Add `--enable-extractors` and `--disable-extractors` options, which make it possible to restrict the set of extractors to be considered when downloading. This is useful to handle URLs that match multiple extractors (although this should be rare), or only using particular modes of some extractors (for example, only live videos for Twitch, enabling only `twitch:stream`). Both options can be specified multiple times, and each argument is interpreted as a comma-separated list of fnmatch patterns, to allow the use of wildcards. Comparisons to extractor names are case-insensitive.

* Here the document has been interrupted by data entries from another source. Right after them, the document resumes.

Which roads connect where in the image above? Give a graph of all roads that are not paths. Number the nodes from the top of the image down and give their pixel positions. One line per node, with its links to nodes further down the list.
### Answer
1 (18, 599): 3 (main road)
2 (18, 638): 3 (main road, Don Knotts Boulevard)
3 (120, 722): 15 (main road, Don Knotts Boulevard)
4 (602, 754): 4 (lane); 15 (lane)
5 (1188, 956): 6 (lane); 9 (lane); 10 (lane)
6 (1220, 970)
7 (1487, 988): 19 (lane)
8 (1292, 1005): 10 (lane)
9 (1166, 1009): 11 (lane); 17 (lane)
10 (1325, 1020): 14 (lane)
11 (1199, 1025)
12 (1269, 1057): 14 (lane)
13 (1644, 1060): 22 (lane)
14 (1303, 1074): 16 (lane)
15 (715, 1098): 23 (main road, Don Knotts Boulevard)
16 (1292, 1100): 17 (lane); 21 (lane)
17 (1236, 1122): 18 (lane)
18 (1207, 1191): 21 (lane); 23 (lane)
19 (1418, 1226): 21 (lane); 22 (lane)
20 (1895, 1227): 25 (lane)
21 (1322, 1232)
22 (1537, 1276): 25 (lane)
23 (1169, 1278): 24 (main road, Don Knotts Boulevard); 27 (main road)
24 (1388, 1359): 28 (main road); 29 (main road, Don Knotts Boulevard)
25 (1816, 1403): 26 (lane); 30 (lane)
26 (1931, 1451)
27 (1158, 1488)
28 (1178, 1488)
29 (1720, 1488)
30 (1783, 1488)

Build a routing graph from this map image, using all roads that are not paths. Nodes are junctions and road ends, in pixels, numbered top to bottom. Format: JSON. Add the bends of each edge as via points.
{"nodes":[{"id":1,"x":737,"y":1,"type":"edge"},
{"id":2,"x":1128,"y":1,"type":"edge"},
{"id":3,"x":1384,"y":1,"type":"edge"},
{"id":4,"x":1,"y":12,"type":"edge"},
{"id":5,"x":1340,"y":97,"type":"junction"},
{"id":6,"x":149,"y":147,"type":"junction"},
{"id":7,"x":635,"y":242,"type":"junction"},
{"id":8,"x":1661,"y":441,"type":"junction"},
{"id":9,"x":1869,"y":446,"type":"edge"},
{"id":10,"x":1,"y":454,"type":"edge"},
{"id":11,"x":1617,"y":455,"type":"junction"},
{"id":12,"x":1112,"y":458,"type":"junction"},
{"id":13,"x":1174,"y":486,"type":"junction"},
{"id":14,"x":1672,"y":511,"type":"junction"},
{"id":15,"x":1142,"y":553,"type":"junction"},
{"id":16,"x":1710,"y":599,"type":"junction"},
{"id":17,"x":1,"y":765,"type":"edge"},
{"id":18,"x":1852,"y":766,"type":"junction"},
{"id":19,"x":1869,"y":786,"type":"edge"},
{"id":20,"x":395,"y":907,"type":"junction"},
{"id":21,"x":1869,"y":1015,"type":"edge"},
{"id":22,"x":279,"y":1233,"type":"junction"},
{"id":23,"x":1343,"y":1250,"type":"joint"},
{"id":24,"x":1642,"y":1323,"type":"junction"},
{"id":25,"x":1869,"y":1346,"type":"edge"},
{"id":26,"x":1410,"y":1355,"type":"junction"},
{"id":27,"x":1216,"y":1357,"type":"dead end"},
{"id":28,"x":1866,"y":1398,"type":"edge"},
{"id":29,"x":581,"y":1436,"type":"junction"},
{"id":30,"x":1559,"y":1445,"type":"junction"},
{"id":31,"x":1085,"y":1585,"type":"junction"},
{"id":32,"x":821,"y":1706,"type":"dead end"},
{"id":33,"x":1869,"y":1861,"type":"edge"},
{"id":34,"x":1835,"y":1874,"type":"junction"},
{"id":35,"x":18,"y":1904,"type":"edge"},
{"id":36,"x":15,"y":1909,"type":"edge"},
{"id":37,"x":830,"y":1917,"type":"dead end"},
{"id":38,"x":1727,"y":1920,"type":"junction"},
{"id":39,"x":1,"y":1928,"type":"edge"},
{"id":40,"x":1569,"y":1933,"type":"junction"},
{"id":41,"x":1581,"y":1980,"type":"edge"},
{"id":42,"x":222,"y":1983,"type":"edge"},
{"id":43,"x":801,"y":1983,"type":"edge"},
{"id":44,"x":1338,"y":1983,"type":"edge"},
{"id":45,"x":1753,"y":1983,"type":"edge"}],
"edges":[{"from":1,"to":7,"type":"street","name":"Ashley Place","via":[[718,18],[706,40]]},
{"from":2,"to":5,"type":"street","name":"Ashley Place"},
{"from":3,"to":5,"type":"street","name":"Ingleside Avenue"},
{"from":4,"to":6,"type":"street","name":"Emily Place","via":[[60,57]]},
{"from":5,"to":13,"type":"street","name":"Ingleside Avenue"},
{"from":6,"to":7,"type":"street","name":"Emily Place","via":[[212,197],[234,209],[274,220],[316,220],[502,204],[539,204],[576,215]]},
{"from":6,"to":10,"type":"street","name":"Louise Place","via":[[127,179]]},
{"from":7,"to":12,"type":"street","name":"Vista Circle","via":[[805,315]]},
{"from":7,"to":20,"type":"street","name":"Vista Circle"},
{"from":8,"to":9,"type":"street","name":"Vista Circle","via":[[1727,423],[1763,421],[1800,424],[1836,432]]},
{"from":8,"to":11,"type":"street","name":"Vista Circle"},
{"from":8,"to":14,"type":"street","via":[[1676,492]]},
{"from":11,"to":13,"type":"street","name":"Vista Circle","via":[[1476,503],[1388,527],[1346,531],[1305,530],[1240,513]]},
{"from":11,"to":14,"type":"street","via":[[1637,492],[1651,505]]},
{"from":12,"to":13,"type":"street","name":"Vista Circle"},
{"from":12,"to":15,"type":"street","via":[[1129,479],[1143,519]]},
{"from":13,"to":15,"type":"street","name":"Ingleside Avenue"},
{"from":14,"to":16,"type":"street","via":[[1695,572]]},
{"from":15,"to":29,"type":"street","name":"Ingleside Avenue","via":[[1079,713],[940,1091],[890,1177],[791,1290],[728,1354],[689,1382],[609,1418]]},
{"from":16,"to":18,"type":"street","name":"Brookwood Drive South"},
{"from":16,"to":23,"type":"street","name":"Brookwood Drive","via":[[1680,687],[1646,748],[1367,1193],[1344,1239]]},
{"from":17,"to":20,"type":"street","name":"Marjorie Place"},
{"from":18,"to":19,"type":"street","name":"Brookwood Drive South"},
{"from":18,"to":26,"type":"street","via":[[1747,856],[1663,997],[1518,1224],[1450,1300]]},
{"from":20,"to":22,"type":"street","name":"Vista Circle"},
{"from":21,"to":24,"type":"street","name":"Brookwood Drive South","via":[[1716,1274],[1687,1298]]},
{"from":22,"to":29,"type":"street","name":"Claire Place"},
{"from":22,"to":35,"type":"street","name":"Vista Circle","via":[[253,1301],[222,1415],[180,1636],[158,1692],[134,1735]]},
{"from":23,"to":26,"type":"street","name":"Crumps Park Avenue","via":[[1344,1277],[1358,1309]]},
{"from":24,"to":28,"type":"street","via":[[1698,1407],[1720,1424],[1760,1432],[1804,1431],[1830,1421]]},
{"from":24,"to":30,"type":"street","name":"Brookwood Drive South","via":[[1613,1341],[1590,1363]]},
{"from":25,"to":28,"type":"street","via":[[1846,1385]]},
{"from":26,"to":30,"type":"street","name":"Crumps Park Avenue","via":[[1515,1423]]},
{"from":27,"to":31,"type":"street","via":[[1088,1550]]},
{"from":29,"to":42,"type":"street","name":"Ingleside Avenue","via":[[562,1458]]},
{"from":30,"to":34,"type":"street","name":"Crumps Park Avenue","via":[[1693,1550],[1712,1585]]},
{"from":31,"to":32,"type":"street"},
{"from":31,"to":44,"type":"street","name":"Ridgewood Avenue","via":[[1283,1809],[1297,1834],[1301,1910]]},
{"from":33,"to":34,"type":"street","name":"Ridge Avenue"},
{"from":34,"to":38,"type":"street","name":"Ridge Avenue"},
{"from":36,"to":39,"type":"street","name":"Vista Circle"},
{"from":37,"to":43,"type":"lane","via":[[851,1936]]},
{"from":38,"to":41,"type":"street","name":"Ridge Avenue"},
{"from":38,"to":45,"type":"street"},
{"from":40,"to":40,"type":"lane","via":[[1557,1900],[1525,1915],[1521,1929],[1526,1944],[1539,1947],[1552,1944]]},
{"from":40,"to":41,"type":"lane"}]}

The order of the arguments is not relevant - matching always proceeds as follows: - Initialize the set of considered extractors to all available - If --enable-extractors is specified, remove all extractors that *don't* match those patterns from consideration - If --disable-extractors is specified, remove all extractors that *do* match those patterns from consideration - If --age-limit is specified, remove all extractors that are not suitable from consideration Therefore, disables and the age limit take precedence over enables.
2016-09-17 23:29:55 -03:00 · 2016-09-17 23:29:55 -03:00 · bb6f776271
commit bb6f776271
parent 190d2027d0
4 changed files with 146 additions and 5 deletions
--- a/README.md
+++ b/README.md
@ -69,6 +69,14 @@ which means you can modify it, redistribute it or use it however you like.
                                     extractors
    --force-generic-extractor        Force extraction to use the generic
                                     extractor
+    --enable-extractors EXTRACTORS   Enable only the chosen extractors. Comma-
+                                     separated list of patterns, wildcards
+                                     allowed. Example:
+                                     "twitch:*,youtube:*,vimeo"
+    --disable-extractors EXTRACTORS  Disable the chosen extractors. Comma-
+                                     separated list of patterns, wildcards
+                                     allowed. Example:
+                                     "twitch:*,youtube:*,vimeo"
    --default-search PREFIX          Use this prefix for unqualified URLs. For
                                     example "gvsearch2:" downloads two videos
                                     from google videos for youtube-dl "large
--- a/test/test_execution.py
+++ b/test/test_execution.py
@ -11,6 +11,7 @@ import subprocess
 sys.path.insert(0, os.path.dirname(os.path.dirname(os.path.abspath(__file__))))

 from youtube_dl.utils import encodeArgument
+from youtube_dl.extractor import gen_extractors, get_info_extractor

 rootDir = os.path.dirname(os.path.dirname(os.path.abspath(__file__)))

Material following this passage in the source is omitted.